Find every line in the listing below that includes the word "Zsókavár", then give only how many there are.

PROVIDED RECORDS: Begin

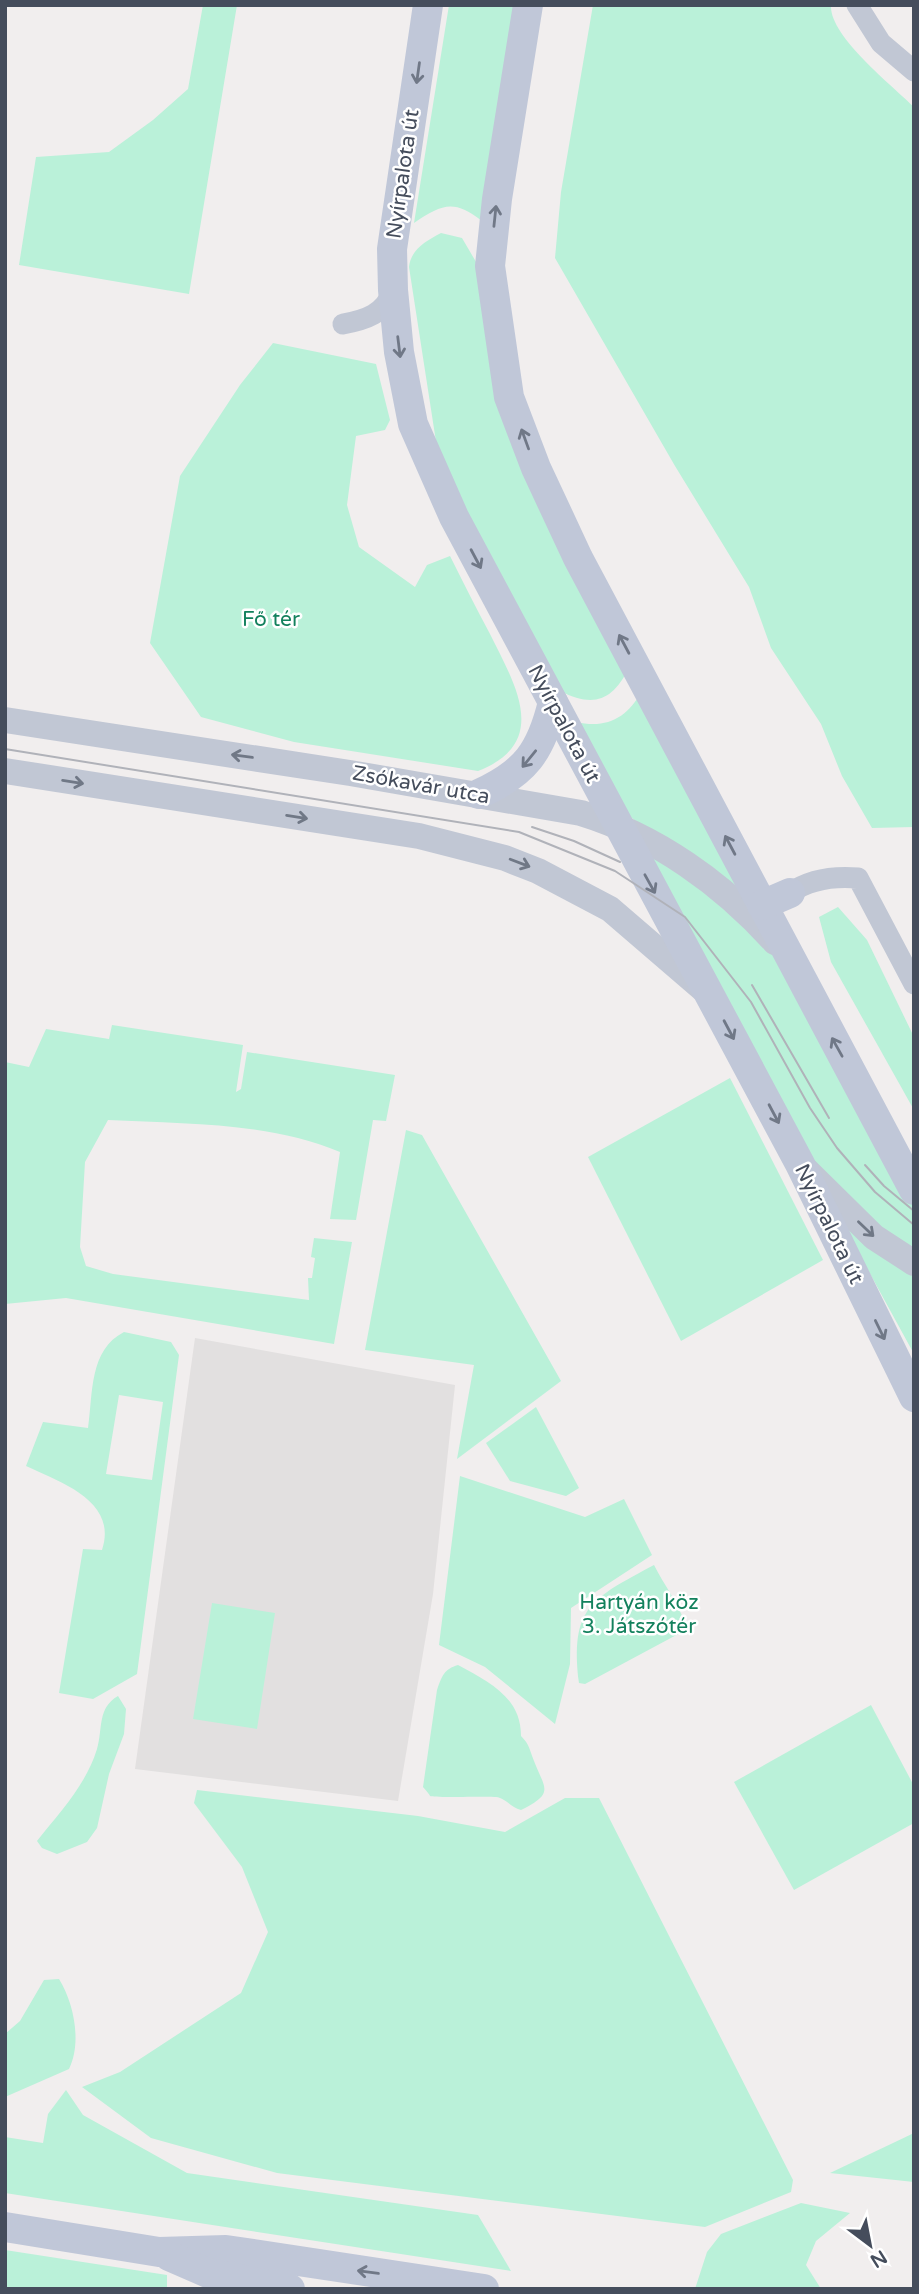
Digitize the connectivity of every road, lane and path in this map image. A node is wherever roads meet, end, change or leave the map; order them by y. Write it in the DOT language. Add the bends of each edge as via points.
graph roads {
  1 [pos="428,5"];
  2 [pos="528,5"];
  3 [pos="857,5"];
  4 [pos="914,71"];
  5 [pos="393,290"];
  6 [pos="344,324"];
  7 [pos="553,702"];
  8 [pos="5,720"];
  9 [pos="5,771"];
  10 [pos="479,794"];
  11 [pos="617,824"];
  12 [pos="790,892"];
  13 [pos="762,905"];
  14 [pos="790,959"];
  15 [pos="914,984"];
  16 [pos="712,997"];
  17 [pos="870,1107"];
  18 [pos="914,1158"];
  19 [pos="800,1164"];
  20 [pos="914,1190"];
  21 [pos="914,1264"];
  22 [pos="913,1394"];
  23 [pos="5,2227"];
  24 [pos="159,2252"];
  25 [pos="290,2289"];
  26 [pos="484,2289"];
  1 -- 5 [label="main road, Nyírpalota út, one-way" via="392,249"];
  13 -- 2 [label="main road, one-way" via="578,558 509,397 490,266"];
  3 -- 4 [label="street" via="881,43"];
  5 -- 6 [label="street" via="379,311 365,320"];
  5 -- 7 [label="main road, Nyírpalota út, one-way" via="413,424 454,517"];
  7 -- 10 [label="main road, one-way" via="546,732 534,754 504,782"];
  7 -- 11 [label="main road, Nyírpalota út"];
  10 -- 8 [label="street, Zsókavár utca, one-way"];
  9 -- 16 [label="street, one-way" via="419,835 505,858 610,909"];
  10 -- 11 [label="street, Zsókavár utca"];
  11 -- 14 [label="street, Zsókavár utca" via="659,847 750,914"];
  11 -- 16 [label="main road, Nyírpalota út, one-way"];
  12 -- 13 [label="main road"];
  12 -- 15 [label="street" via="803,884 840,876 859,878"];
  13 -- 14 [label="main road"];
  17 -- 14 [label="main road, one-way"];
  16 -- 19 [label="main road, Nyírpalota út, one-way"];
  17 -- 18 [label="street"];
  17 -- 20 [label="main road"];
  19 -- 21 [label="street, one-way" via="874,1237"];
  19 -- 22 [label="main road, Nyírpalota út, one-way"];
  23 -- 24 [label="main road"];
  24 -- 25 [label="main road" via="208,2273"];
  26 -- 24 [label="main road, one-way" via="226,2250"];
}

PROVIDED RECORDS: End

EXERCISE SOLUTION:
3